Energy and enstrophy cascade during reconnection of orthogonally interacting vortex tubes

Viscous reconnection of initially orthogonal vortex tubes with both equal and unequal circulation strengths is investigated through direct numerical simulations. The vortex tubes are initially perturbed into a locally anti-parallel configuration due to mutual induction and then start to reconnect under self-induction. In the equal-strength case, the reconnection dynamics closely resembles that reported by Yao and Hussain [“Polarized vortex reconnection,” J. Fluid Mech. 922, A19 (2021)] for co-polarized anti-parallel vortex tubes (i.e., with opposing axial flows). With increasing vortex Reynolds numbers Re (≡ Γ₀/ν, circulation/viscosity), more fine-scale structures are generated around the bridges and threads, forming a − 7/3 inertial range for the kinetic energy spectrum. In the unequal-strength case, broken symmetry leads to more complex topological evolution, with vortex bursting observed after reconnection. The total helicity decreases rapidly during both reconnection and bursting. In particular, as the circulation disparity increases, the intensity of structures with negative helicity densities becomes more pronounced.
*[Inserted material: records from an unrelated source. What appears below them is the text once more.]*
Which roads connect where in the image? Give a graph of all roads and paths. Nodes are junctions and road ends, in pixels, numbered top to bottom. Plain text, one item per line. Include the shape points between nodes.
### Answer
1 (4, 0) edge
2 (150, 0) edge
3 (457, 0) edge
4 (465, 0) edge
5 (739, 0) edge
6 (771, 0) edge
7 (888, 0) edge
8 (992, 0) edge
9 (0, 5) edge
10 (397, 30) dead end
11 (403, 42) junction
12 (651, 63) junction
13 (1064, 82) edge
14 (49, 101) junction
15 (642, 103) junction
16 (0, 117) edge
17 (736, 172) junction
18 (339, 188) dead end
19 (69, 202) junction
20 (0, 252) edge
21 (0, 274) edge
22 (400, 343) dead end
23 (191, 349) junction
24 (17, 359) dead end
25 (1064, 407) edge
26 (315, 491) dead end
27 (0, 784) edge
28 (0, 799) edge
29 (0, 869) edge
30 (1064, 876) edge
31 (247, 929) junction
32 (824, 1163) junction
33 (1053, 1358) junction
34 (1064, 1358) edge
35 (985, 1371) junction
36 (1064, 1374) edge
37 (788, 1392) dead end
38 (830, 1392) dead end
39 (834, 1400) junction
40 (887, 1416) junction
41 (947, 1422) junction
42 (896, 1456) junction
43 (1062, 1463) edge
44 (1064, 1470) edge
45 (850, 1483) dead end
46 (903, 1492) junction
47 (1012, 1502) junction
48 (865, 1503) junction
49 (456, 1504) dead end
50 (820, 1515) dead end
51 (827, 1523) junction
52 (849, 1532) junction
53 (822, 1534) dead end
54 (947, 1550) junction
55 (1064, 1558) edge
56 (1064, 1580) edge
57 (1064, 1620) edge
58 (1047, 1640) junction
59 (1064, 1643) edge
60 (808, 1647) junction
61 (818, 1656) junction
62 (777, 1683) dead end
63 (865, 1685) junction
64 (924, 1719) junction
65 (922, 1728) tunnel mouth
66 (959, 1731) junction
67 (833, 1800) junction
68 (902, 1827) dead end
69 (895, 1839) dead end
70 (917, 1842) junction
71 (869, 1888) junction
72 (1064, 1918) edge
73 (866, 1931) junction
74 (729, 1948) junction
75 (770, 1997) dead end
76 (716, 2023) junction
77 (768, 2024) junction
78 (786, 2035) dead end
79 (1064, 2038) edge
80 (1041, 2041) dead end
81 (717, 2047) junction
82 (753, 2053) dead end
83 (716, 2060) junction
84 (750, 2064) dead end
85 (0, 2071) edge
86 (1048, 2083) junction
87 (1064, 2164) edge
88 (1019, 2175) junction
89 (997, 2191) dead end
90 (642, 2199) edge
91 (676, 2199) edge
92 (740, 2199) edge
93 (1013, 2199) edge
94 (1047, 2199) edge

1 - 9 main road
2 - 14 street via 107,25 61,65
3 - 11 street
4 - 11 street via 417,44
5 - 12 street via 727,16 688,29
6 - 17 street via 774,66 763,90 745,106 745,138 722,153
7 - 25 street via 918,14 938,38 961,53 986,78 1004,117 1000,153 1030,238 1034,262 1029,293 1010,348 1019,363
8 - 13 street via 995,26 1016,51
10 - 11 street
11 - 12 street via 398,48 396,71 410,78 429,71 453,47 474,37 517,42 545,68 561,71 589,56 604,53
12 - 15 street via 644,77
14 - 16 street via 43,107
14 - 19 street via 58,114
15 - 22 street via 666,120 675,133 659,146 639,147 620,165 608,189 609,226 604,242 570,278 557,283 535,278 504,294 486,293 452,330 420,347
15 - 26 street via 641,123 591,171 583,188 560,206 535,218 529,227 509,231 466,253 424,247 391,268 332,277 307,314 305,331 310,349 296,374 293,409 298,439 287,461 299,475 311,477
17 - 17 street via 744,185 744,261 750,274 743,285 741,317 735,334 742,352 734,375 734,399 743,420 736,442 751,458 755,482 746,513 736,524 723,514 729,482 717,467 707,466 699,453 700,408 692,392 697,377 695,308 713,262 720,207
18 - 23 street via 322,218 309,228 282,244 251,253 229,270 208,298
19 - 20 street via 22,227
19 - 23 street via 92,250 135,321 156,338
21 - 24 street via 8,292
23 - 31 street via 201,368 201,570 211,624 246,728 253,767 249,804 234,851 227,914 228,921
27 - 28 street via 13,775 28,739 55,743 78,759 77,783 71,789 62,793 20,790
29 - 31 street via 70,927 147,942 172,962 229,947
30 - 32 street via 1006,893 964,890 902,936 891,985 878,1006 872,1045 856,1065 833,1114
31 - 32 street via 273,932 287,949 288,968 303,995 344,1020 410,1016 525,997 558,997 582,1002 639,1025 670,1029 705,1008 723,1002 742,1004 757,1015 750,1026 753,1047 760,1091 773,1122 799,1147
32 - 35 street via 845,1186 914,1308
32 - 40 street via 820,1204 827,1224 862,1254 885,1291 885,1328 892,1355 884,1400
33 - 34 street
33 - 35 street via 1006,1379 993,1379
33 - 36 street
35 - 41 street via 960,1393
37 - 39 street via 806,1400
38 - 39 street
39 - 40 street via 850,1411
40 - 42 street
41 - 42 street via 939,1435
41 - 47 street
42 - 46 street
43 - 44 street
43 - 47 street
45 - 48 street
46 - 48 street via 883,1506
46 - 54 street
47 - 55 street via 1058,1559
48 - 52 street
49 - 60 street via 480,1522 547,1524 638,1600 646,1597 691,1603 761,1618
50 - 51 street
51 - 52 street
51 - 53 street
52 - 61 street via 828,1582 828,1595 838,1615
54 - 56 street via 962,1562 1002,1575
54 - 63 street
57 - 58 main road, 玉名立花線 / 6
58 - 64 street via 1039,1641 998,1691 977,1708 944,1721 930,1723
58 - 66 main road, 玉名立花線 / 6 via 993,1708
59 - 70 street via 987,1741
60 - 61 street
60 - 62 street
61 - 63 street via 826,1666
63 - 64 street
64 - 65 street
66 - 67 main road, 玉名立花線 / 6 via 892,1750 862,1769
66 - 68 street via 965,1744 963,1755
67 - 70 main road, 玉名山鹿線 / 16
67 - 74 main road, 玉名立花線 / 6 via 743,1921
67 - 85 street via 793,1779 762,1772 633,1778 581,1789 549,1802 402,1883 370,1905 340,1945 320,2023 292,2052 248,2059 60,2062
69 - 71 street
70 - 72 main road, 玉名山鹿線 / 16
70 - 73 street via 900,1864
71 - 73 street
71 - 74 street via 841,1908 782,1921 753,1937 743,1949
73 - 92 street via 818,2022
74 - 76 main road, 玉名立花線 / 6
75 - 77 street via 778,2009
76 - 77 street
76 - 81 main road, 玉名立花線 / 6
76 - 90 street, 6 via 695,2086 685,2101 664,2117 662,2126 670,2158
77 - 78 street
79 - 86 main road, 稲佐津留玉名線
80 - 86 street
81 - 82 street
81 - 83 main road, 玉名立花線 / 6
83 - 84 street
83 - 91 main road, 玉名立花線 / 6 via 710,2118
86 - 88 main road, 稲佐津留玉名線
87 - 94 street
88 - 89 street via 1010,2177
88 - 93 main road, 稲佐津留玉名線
The transfer, production, and dissipation of energy and enstrophy are examined via filtering the velocity field in bands of wavenumbers distributed logarithmically in Fourier space. Similar to homogeneous isotropic turbulence, the energy and enstrophy are predominantly transferred from large to small scales, particularly between the adjacent bands. Interestingly, an inverse cascade of energy to large scales is observed during and after equal-strength reconnection, which is due to the accumulation of bridgelets to form large-scale bridges. Moreover, with increasing circulation mismatch, forward energy and enstrophy transfers shift toward lower modes, indicating the breakup of larger structures, which may inform the strategy for accelerating the dissipation of aircraft wake vortices.